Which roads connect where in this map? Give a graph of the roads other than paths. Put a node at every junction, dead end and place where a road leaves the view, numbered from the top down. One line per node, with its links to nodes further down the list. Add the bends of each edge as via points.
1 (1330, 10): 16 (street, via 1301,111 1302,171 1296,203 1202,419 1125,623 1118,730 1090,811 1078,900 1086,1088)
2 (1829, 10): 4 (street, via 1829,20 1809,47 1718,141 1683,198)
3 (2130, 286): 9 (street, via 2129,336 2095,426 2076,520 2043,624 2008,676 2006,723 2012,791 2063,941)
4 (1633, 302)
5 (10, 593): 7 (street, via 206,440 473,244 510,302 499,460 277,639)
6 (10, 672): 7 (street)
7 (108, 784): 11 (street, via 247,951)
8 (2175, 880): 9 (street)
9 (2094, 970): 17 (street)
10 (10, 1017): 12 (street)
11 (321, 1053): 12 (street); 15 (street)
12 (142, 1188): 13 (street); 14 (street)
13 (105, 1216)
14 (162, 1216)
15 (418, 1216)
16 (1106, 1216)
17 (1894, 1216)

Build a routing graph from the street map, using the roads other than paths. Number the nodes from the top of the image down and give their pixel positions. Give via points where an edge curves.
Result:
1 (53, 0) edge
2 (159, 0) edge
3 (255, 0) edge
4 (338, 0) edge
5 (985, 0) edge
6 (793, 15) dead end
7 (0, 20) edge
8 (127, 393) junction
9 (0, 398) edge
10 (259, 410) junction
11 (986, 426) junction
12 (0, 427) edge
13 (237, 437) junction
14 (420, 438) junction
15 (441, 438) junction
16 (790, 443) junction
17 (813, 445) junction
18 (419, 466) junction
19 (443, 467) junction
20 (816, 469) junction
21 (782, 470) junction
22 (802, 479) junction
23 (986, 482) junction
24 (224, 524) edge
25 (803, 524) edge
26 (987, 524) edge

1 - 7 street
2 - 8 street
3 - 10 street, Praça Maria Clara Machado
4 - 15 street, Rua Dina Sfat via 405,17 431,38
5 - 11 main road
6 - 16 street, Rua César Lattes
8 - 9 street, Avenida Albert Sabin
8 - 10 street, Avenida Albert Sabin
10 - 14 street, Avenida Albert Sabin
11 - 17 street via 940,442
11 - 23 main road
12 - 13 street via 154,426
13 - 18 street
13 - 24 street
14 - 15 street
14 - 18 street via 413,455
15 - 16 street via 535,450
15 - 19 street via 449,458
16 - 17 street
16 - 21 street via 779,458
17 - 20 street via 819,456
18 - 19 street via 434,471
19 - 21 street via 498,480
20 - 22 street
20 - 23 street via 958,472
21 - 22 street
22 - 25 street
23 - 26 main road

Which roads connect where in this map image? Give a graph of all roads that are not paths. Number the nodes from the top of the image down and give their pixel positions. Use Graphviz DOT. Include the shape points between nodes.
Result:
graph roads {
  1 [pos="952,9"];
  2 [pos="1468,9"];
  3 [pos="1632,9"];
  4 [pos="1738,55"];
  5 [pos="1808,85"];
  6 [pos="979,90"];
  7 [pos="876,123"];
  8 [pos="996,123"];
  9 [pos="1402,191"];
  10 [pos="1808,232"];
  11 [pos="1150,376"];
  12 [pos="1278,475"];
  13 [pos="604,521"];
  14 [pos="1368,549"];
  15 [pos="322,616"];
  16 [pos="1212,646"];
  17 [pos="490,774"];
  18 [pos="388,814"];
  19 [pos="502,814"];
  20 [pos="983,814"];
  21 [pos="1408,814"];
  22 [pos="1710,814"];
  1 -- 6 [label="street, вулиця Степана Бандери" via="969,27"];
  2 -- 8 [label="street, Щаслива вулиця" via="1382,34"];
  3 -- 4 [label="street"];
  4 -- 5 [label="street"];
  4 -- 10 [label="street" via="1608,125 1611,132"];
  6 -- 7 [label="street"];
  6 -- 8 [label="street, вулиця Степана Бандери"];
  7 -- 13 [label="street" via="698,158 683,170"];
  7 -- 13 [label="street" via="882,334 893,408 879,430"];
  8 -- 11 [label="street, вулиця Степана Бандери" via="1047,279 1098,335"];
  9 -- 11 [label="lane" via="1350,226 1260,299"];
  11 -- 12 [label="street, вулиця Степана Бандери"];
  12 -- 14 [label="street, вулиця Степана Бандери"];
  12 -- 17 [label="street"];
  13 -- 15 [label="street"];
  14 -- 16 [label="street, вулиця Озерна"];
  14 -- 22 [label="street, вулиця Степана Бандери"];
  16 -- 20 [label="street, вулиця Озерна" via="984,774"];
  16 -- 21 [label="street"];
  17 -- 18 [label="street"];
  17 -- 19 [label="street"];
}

────────

What is needed is every line from the beginning of the data up to and including the line with "Build a routing", given again word for word.

Which roads connect where in this map? Give a graph of the roads other than paths. Put a node at every junction, dead end and place where a road leaves the view, numbered from the top down. One line per node, with its links to nodes further down the list. Add the bends of each edge as via points.
1 (1330, 10): 16 (street, via 1301,111 1302,171 1296,203 1202,419 1125,623 1118,730 1090,811 1078,900 1086,1088)
2 (1829, 10): 4 (street, via 1829,20 1809,47 1718,141 1683,198)
3 (2130, 286): 9 (street, via 2129,336 2095,426 2076,520 2043,624 2008,676 2006,723 2012,791 2063,941)
4 (1633, 302)
5 (10, 593): 7 (street, via 206,440 473,244 510,302 499,460 277,639)
6 (10, 672): 7 (street)
7 (108, 784): 11 (street, via 247,951)
8 (2175, 880): 9 (street)
9 (2094, 970): 17 (street)
10 (10, 1017): 12 (street)
11 (321, 1053): 12 (street); 15 (street)
12 (142, 1188): 13 (street); 14 (street)
13 (105, 1216)
14 (162, 1216)
15 (418, 1216)
16 (1106, 1216)
17 (1894, 1216)

Build a routing graph from the street map, using the roads other than paths. Number the nodes from the top of the image down and give their pixel positions. Give via points where an edge curves.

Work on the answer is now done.